Members of the Developers Collaborative, who are planning for the future development of the former Maine State Prison property, held a focus group with interested members of the public March 8 at Watts Hall in Thomaston.

The developers had previously put out a survey to find out what features people would like to see in the potential development. The survey also gauged interest in buying property in the new development.

Those who filled out the surveys showing interest in the property were invited to the meeting. About 15 people attended.

The presenters showed the latest drawings and plans for the property. The plans call for a tree-lined park or mall at the center of the property. A total of 15 duplexes are shown arranged on the streets on either side of the park, providing a total of 30 homes or units.

At present, the developers are looking at single-story condominiums. Each unit would have two bedrooms, two bathrooms and a single-car garage.

The target demographic is for residents in the 50 to 70 age range, who hope to retire and downsize from their larger homes. The planners said that looked like a marketable plan.

It was announced at the meeting that while the Penobscot Bay YMCA has not yet decided if it is going to open a second facility in the Thomaston area, it has focused on the former prison property as the preferred site. The YMCA is considering building a second facility to serve those in Knox County communities who are not within a convenient drive of the Rockport facility.

Town Manager Valmore Blastow said YMCA officials plan a walk-through on the property Thursday, March 11.

Because it was a focus group March 8, the planners and developers were there to gather information. They asked for opinions on the proposed plans and what kinds of features the homes should offer.

Questions were raised about whether the buildings needed to be in a set grid or could be designed in a different way. Those present also discussed whether the proposed front porches should be bigger. The developers said the plans call for spacious back patios.

Some present said the planners need to keep Thomaston’s character in mind. One woman commented that she didn’t want it to be like New Jersey.

The developers were asked about what kind of association fees the residents in the development might have to pay. The developers said the fees would be relatively small given the amount of maintenance on the trails around the development that would be picked up by the town. They said homeowners would have to pay to have their lawns mowed or driveways plowed, and those costs would be shared on the property.
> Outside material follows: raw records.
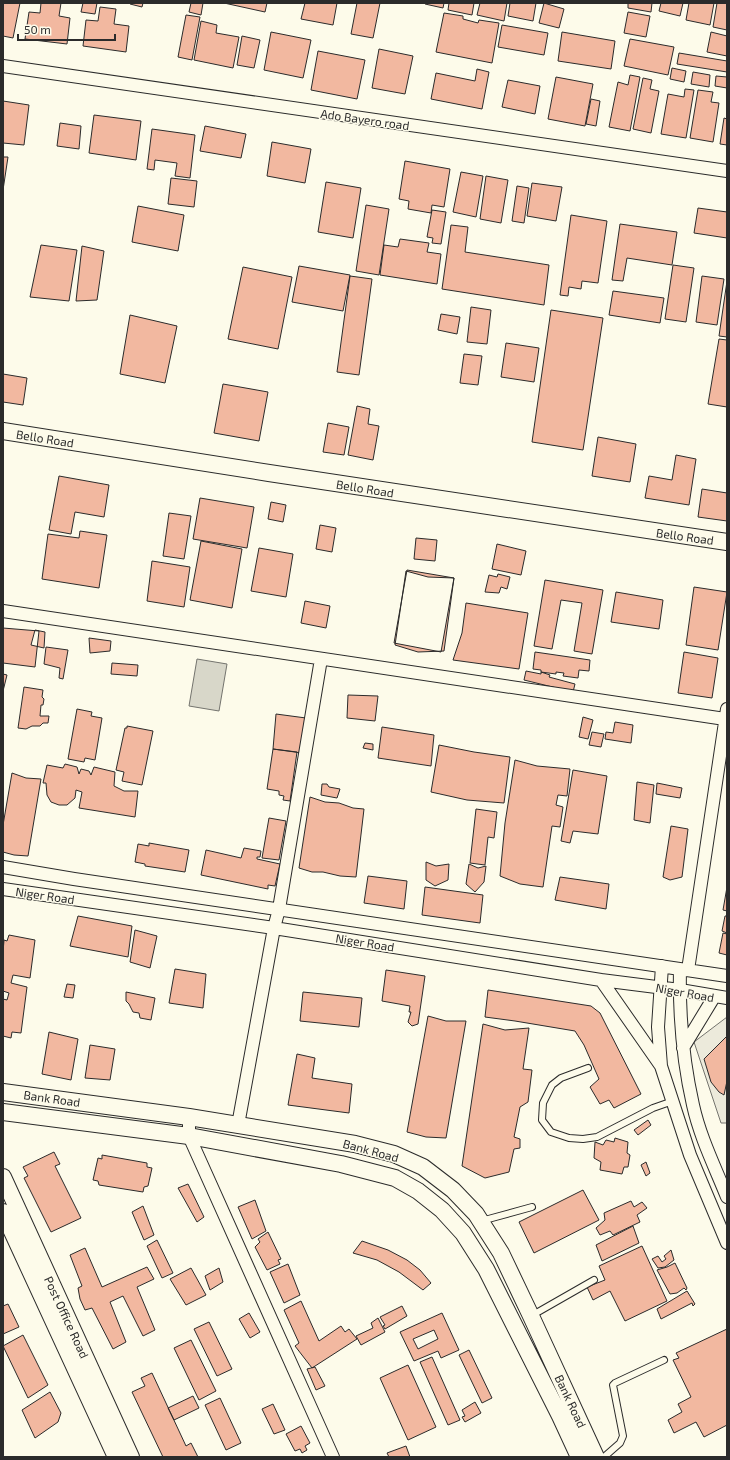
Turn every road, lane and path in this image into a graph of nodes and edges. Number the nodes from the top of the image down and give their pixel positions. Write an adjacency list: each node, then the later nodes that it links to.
1 (3, 66): 2 (street, Ado Bayero road)
2 (727, 171)
3 (3, 431): 4 (street, Bello Road)
4 (727, 542)
5 (3, 611): 6 (street)
6 (321, 658): 7 (street); 12 (street)
7 (726, 714): 15 (street)
8 (3, 867): 9 (street, Niger Road)
9 (74, 879): 11 (street); 12 (street, Niger Road)
10 (3, 889): 11 (street, Niger Road)
11 (71, 898): 13 (street, Niger Road)
12 (279, 909): 13 (street); 14 (street, Niger Road)
13 (274, 928): 17 (street, Niger Road); 29 (street)
14 (662, 966): 15 (street, Niger Road); 18 (street)
15 (684, 969): 16 (street, Niger Road); 19 (street)
16 (727, 976)
17 (602, 980): 18 (street, Niger Road); 23 (street)
18 (660, 987): 19 (street, Niger Road); 23 (street)
19 (680, 990): 20 (street, Niger Road); 22 (street)
20 (714, 997): 21 (street, Niger Road); 22 (street)
21 (727, 998)
22 (683, 1048): 32 (street)
23 (661, 1066): 26 (street)
24 (588, 1068): 26 (lane)
25 (3, 1092): 28 (street, Bank Road)
26 (673, 1101): 36 (street)
27 (4, 1113): 30 (street, Bank Road)
28 (189, 1117): 29 (street, Bank Road); 30 (street)
29 (238, 1125): 35 (street, Bank Road)
30 (189, 1136): 40 (street, Bank Road); 43 (street)
31 (3, 1177): 42 (street, Post Office Road)
32 (727, 1197)
33 (532, 1207): 35 (lane)
34 (3, 1212): 41 (street, Post Office Road)
35 (481, 1220): 38 (street, Bank Road)
36 (727, 1243)
37 (594, 1280): 38 (lane)
38 (532, 1316): 40 (street, Bank Road)
39 (664, 1360): 46 (lane)
40 (567, 1413): 44 (street, Bank Road); 45 (street, Bank Road)
41 (116, 1457)
42 (131, 1457)
43 (333, 1457)
44 (579, 1457)
45 (596, 1457)
46 (604, 1457)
The survey received 122 responses.

“Of the total, nearly two-thirds indicated a potential personal interest in buying (46 yes, 32 not sure),” a report on the survey said. The report was written by Frank O’Hara, who is working with the developers and who made presentations at the meeting March 8.

“The overwhelming place of residence for respondents is Thomaston itself (101), or immediately abutting towns,” the report said. “Three were from out of state.”

O’Hara said 60 percent of the respondents were in the 50 to 70 age range and 69 percent of those potentially interested were in that age range.

“With regard to price, 58 percent of those who answered said below $225,000,” the report said. “But a quarter said over $225,000, and 18 percent said it depended on what they got for their current home.”

The developers said they must have some committed buyers on board before construction begins. They said they will not just build condominiums and hope buyers will come.

The current plans for the project also show businesses along the Main Street portion of the property with parking directly behind the businesses. Some of the landscaping on the property has already been completed including work on the park, the trail, the overlook plazas, the flag poles and the prison memorial.

The Developers Collaborative is based in Portland. The partners are Richard Berman, Kevin Bunker and James Hatch.